**WORK TO BE COMPLETED**
The data below should be transcribed in full, with no picture included.

**Dataset entries**
##########
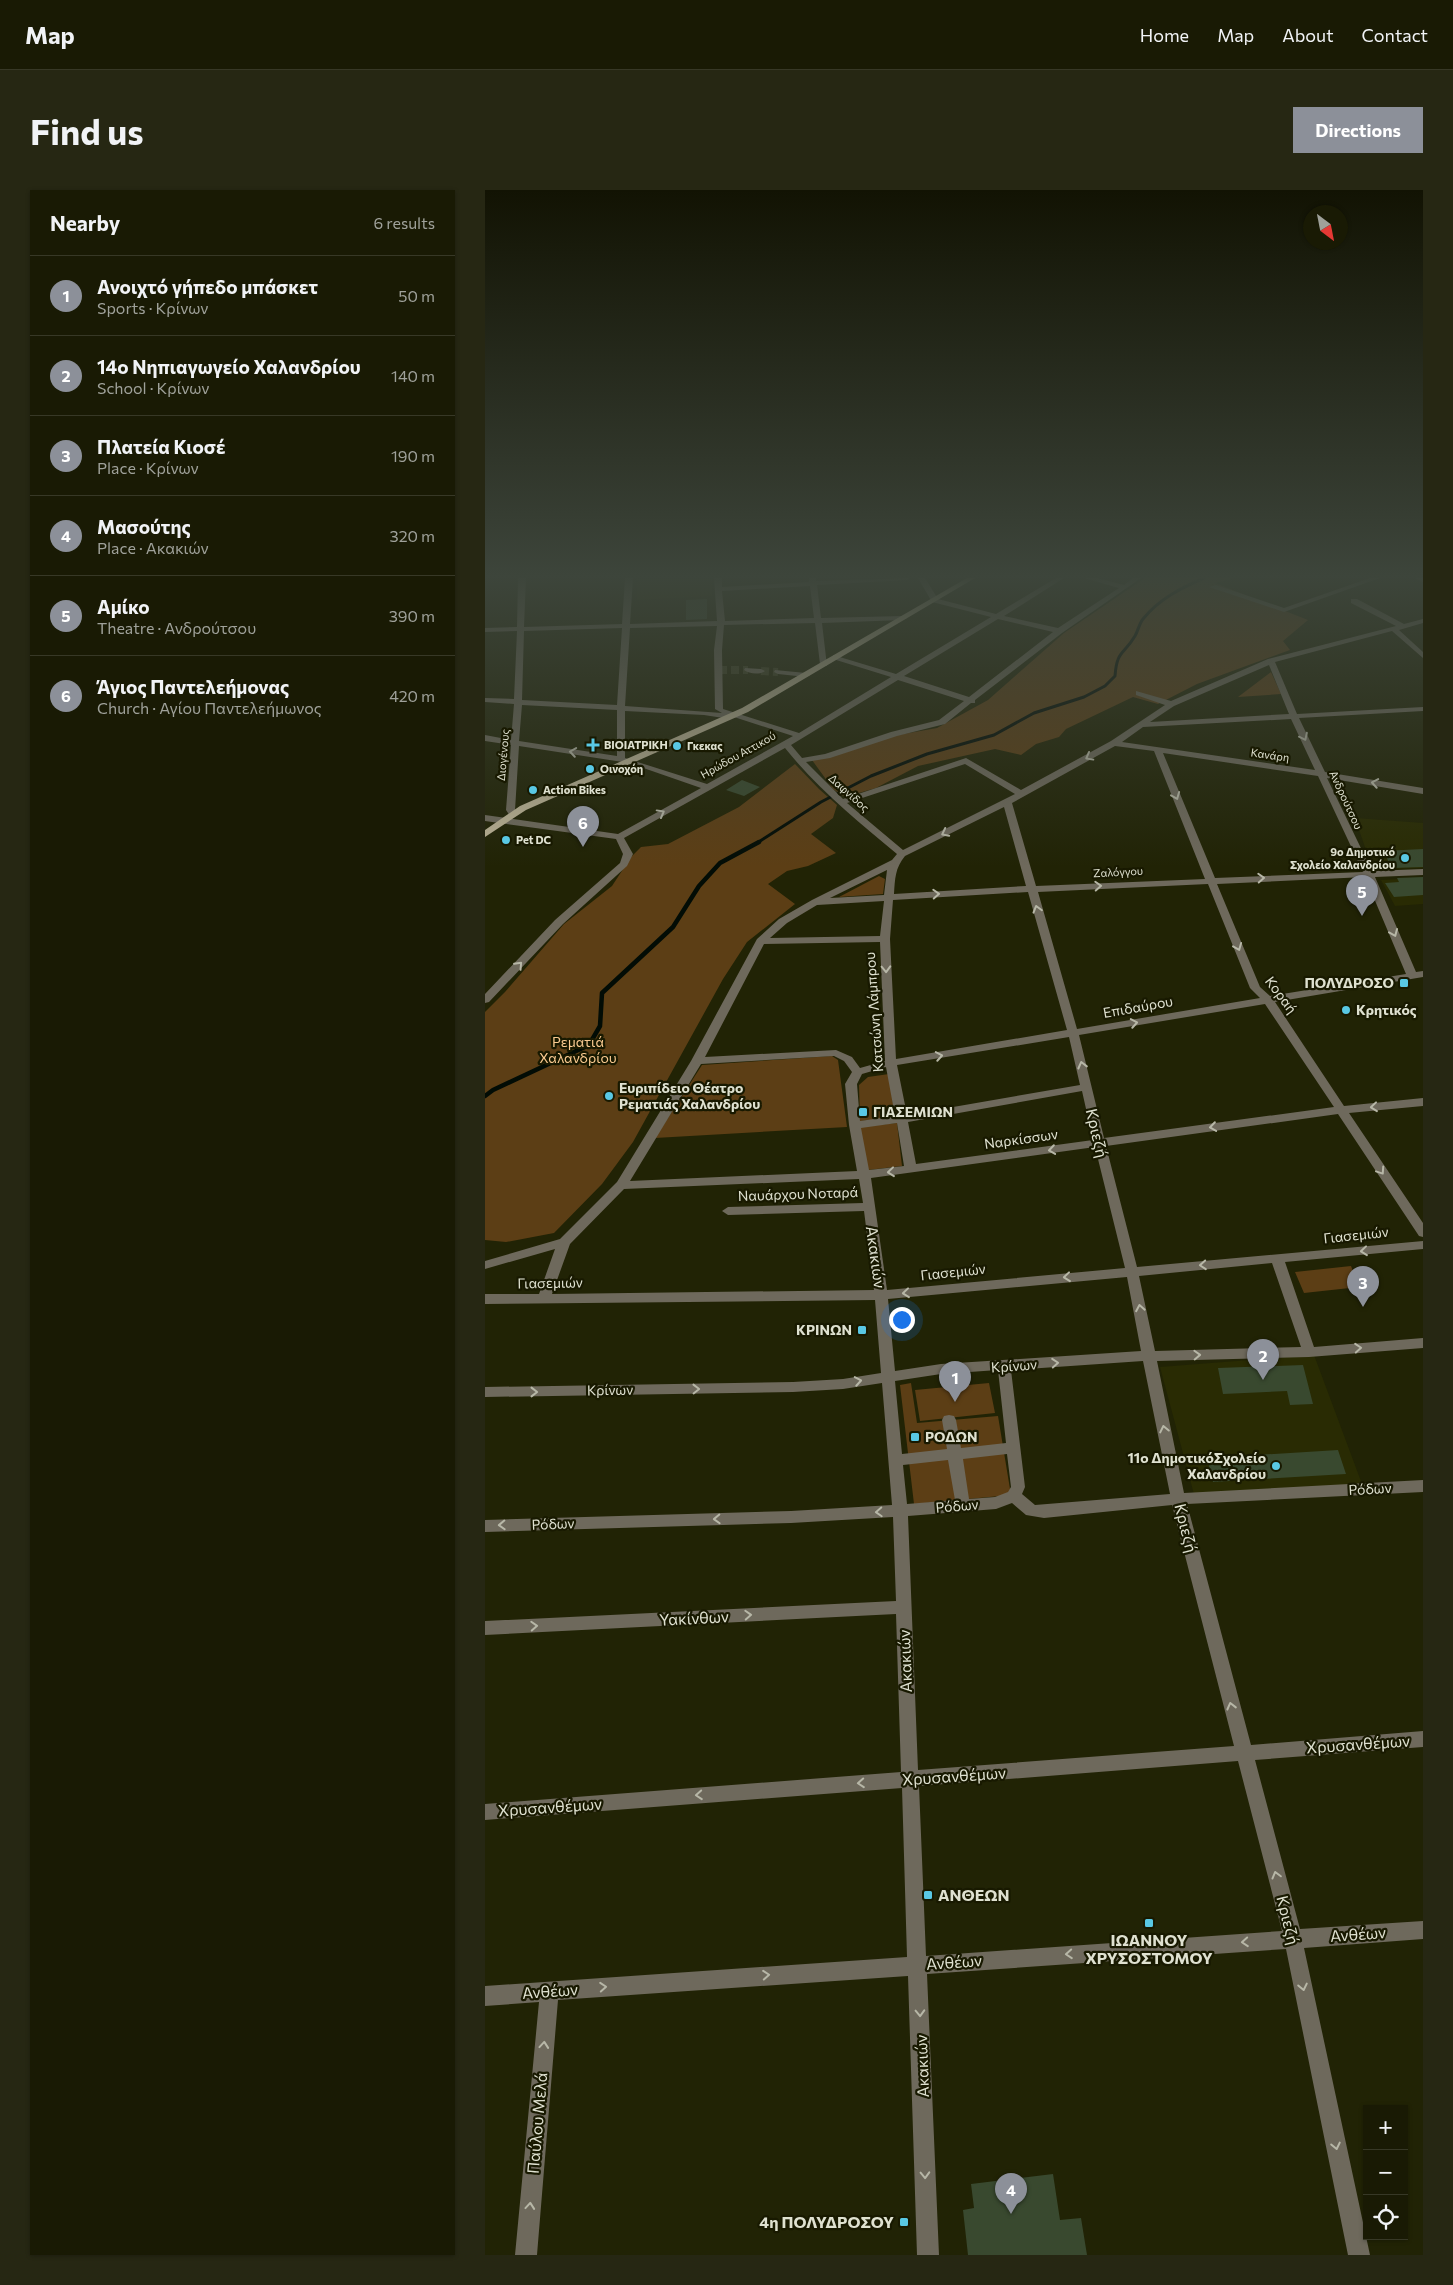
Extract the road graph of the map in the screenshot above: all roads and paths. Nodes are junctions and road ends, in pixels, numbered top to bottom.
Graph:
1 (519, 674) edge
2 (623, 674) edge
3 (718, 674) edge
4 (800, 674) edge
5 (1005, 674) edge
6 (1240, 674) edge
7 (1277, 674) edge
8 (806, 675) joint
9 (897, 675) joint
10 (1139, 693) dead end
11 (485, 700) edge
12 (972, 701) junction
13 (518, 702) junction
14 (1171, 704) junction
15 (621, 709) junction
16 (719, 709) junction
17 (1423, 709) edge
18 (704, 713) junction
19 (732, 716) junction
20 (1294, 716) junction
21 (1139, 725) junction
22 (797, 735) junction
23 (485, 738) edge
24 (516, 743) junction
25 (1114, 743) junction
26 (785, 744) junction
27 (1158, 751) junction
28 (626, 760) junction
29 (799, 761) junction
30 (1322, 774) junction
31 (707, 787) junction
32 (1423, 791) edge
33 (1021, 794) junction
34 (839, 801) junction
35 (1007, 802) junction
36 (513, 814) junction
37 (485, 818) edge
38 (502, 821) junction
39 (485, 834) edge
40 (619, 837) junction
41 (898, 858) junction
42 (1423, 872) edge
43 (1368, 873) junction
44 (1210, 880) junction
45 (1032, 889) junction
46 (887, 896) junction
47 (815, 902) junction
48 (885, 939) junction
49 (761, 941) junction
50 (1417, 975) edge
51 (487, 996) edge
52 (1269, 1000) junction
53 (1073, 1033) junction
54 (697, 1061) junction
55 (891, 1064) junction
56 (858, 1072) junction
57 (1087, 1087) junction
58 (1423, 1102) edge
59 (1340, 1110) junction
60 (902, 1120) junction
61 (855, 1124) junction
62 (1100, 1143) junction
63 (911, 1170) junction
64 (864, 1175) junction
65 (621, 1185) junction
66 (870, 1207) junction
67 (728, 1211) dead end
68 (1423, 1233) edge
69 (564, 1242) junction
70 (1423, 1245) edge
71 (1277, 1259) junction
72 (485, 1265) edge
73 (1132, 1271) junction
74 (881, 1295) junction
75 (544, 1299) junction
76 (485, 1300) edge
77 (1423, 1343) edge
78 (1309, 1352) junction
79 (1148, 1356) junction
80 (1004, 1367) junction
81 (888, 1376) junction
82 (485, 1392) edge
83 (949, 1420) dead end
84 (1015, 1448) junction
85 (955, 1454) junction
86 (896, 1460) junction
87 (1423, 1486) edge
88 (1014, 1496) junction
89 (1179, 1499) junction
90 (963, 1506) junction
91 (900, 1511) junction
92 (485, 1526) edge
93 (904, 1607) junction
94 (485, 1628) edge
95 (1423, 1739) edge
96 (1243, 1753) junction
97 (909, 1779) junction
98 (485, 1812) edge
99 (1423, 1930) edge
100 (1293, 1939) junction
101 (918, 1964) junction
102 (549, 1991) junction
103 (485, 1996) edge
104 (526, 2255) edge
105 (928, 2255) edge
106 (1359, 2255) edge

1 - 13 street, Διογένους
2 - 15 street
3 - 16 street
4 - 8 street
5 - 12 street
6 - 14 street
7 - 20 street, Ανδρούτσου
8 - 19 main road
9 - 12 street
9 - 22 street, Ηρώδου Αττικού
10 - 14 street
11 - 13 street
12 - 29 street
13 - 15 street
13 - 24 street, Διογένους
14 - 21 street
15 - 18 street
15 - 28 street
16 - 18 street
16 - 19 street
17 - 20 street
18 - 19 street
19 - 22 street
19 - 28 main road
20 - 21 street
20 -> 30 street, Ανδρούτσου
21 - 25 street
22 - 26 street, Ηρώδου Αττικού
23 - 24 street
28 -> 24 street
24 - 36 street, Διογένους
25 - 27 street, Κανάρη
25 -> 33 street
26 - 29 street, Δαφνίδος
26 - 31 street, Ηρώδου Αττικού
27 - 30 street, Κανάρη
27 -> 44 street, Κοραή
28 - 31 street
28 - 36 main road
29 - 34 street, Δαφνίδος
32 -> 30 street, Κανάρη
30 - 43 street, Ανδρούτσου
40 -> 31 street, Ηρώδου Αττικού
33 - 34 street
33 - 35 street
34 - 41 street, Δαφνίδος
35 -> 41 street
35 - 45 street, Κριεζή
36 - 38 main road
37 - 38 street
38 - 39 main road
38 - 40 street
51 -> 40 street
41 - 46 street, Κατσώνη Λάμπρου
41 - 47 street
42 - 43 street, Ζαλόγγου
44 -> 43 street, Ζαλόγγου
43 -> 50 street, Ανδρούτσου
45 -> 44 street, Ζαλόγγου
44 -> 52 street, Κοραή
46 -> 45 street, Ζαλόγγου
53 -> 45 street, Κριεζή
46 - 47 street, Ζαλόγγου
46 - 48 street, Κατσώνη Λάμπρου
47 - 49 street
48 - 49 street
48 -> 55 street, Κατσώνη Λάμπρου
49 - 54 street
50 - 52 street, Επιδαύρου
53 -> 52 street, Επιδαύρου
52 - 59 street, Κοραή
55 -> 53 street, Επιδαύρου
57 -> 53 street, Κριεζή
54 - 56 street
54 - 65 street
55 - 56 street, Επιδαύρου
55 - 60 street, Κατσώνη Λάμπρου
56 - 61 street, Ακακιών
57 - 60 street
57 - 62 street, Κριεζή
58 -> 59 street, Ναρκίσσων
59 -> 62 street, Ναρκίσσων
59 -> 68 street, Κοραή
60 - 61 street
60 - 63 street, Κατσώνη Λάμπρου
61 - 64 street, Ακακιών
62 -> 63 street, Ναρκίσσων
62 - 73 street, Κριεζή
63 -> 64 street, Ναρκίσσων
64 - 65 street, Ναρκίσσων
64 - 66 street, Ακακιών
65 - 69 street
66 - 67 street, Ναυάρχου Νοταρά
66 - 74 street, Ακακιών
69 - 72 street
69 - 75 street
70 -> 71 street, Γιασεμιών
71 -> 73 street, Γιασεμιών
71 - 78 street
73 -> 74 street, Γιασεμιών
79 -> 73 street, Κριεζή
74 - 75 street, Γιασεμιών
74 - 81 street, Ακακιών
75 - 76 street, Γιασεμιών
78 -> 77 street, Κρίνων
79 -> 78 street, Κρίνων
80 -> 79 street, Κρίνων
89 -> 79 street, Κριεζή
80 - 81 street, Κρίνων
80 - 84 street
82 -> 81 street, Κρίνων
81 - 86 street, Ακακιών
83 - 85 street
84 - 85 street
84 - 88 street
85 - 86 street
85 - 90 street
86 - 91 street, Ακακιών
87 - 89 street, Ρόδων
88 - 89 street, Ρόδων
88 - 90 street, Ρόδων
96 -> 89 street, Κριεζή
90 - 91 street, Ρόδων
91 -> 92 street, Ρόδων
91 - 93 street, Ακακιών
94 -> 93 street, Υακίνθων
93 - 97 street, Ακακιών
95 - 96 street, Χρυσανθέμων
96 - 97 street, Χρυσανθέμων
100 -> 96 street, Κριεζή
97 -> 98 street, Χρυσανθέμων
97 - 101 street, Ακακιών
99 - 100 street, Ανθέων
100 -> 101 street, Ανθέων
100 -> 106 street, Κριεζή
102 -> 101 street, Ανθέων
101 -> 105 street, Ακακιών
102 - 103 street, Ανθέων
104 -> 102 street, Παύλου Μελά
##########
**ANSWER AREA**
Extract the road graph of the map in the screenshot above: all roads and paths. Nodes are junctions and road ends, in pixels, numbered top to bottom.
Graph:
1 (519, 674) edge
2 (623, 674) edge
3 (718, 674) edge
4 (800, 674) edge
5 (1005, 674) edge
6 (1240, 674) edge
7 (1277, 674) edge
8 (806, 675) joint
9 (897, 675) joint
10 (1139, 693) dead end
11 (485, 700) edge
12 (972, 701) junction
13 (518, 702) junction
14 (1171, 704) junction
15 (621, 709) junction
16 (719, 709) junction
17 (1423, 709) edge
18 (704, 713) junction
19 (732, 716) junction
20 (1294, 716) junction
21 (1139, 725) junction
22 (797, 735) junction
23 (485, 738) edge
24 (516, 743) junction
25 (1114, 743) junction
26 (785, 744) junction
27 (1158, 751) junction
28 (626, 760) junction
29 (799, 761) junction
30 (1322, 774) junction
31 (707, 787) junction
32 (1423, 791) edge
33 (1021, 794) junction
34 (839, 801) junction
35 (1007, 802) junction
36 (513, 814) junction
37 (485, 818) edge
38 (502, 821) junction
39 (485, 834) edge
40 (619, 837) junction
41 (898, 858) junction
42 (1423, 872) edge
43 (1368, 873) junction
44 (1210, 880) junction
45 (1032, 889) junction
46 (887, 896) junction
47 (815, 902) junction
48 (885, 939) junction
49 (761, 941) junction
50 (1417, 975) edge
51 (487, 996) edge
52 (1269, 1000) junction
53 (1073, 1033) junction
54 (697, 1061) junction
55 (891, 1064) junction
56 (858, 1072) junction
57 (1087, 1087) junction
58 (1423, 1102) edge
59 (1340, 1110) junction
60 (902, 1120) junction
61 (855, 1124) junction
62 (1100, 1143) junction
63 (911, 1170) junction
64 (864, 1175) junction
65 (621, 1185) junction
66 (870, 1207) junction
67 (728, 1211) dead end
68 (1423, 1233) edge
69 (564, 1242) junction
70 (1423, 1245) edge
71 (1277, 1259) junction
72 (485, 1265) edge
73 (1132, 1271) junction
74 (881, 1295) junction
75 (544, 1299) junction
76 (485, 1300) edge
77 (1423, 1343) edge
78 (1309, 1352) junction
79 (1148, 1356) junction
80 (1004, 1367) junction
81 (888, 1376) junction
82 (485, 1392) edge
83 (949, 1420) dead end
84 (1015, 1448) junction
85 (955, 1454) junction
86 (896, 1460) junction
87 (1423, 1486) edge
88 (1014, 1496) junction
89 (1179, 1499) junction
90 (963, 1506) junction
91 (900, 1511) junction
92 (485, 1526) edge
93 (904, 1607) junction
94 (485, 1628) edge
95 (1423, 1739) edge
96 (1243, 1753) junction
97 (909, 1779) junction
98 (485, 1812) edge
99 (1423, 1930) edge
100 (1293, 1939) junction
101 (918, 1964) junction
102 (549, 1991) junction
103 (485, 1996) edge
104 (526, 2255) edge
105 (928, 2255) edge
106 (1359, 2255) edge

1 - 13 street, Διογένους
2 - 15 street
3 - 16 street
4 - 8 street
5 - 12 street
6 - 14 street
7 - 20 street, Ανδρούτσου
8 - 19 main road
9 - 12 street
9 - 22 street, Ηρώδου Αττικού
10 - 14 street
11 - 13 street
12 - 29 street
13 - 15 street
13 - 24 street, Διογένους
14 - 21 street
15 - 18 street
15 - 28 street
16 - 18 street
16 - 19 street
17 - 20 street
18 - 19 street
19 - 22 street
19 - 28 main road
20 - 21 street
20 -> 30 street, Ανδρούτσου
21 - 25 street
22 - 26 street, Ηρώδου Αττικού
23 - 24 street
28 -> 24 street
24 - 36 street, Διογένους
25 - 27 street, Κανάρη
25 -> 33 street
26 - 29 street, Δαφνίδος
26 - 31 street, Ηρώδου Αττικού
27 - 30 street, Κανάρη
27 -> 44 street, Κοραή
28 - 31 street
28 - 36 main road
29 - 34 street, Δαφνίδος
32 -> 30 street, Κανάρη
30 - 43 street, Ανδρούτσου
40 -> 31 street, Ηρώδου Αττικού
33 - 34 street
33 - 35 street
34 - 41 street, Δαφνίδος
35 -> 41 street
35 - 45 street, Κριεζή
36 - 38 main road
37 - 38 street
38 - 39 main road
38 - 40 street
51 -> 40 street
41 - 46 street, Κατσώνη Λάμπρου
41 - 47 street
42 - 43 street, Ζαλόγγου
44 -> 43 street, Ζαλόγγου
43 -> 50 street, Ανδρούτσου
45 -> 44 street, Ζαλόγγου
44 -> 52 street, Κοραή
46 -> 45 street, Ζαλόγγου
53 -> 45 street, Κριεζή
46 - 47 street, Ζαλόγγου
46 - 48 street, Κατσώνη Λάμπρου
47 - 49 street
48 - 49 street
48 -> 55 street, Κατσώνη Λάμπρου
49 - 54 street
50 - 52 street, Επιδαύρου
53 -> 52 street, Επιδαύρου
52 - 59 street, Κοραή
55 -> 53 street, Επιδαύρου
57 -> 53 street, Κριεζή
54 - 56 street
54 - 65 street
55 - 56 street, Επιδαύρου
55 - 60 street, Κατσώνη Λάμπρου
56 - 61 street, Ακακιών
57 - 60 street
57 - 62 street, Κριεζή
58 -> 59 street, Ναρκίσσων
59 -> 62 street, Ναρκίσσων
59 -> 68 street, Κοραή
60 - 61 street
60 - 63 street, Κατσώνη Λάμπρου
61 - 64 street, Ακακιών
62 -> 63 street, Ναρκίσσων
62 - 73 street, Κριεζή
63 -> 64 street, Ναρκίσσων
64 - 65 street, Ναρκίσσων
64 - 66 street, Ακακιών
65 - 69 street
66 - 67 street, Ναυάρχου Νοταρά
66 - 74 street, Ακακιών
69 - 72 street
69 - 75 street
70 -> 71 street, Γιασεμιών
71 -> 73 street, Γιασεμιών
71 - 78 street
73 -> 74 street, Γιασεμιών
79 -> 73 street, Κριεζή
74 - 75 street, Γιασεμιών
74 - 81 street, Ακακιών
75 - 76 street, Γιασεμιών
78 -> 77 street, Κρίνων
79 -> 78 street, Κρίνων
80 -> 79 street, Κρίνων
89 -> 79 street, Κριεζή
80 - 81 street, Κρίνων
80 - 84 street
82 -> 81 street, Κρίνων
81 - 86 street, Ακακιών
83 - 85 street
84 - 85 street
84 - 88 street
85 - 86 street
85 - 90 street
86 - 91 street, Ακακιών
87 - 89 street, Ρόδων
88 - 89 street, Ρόδων
88 - 90 street, Ρόδων
96 -> 89 street, Κριεζή
90 - 91 street, Ρόδων
91 -> 92 street, Ρόδων
91 - 93 street, Ακακιών
94 -> 93 street, Υακίνθων
93 - 97 street, Ακακιών
95 - 96 street, Χρυσανθέμων
96 - 97 street, Χρυσανθέμων
100 -> 96 street, Κριεζή
97 -> 98 street, Χρυσανθέμων
97 - 101 street, Ακακιών
99 - 100 street, Ανθέων
100 -> 101 street, Ανθέων
100 -> 106 street, Κριεζή
102 -> 101 street, Ανθέων
101 -> 105 street, Ακακιών
102 - 103 street, Ανθέων
104 -> 102 street, Παύλου Μελά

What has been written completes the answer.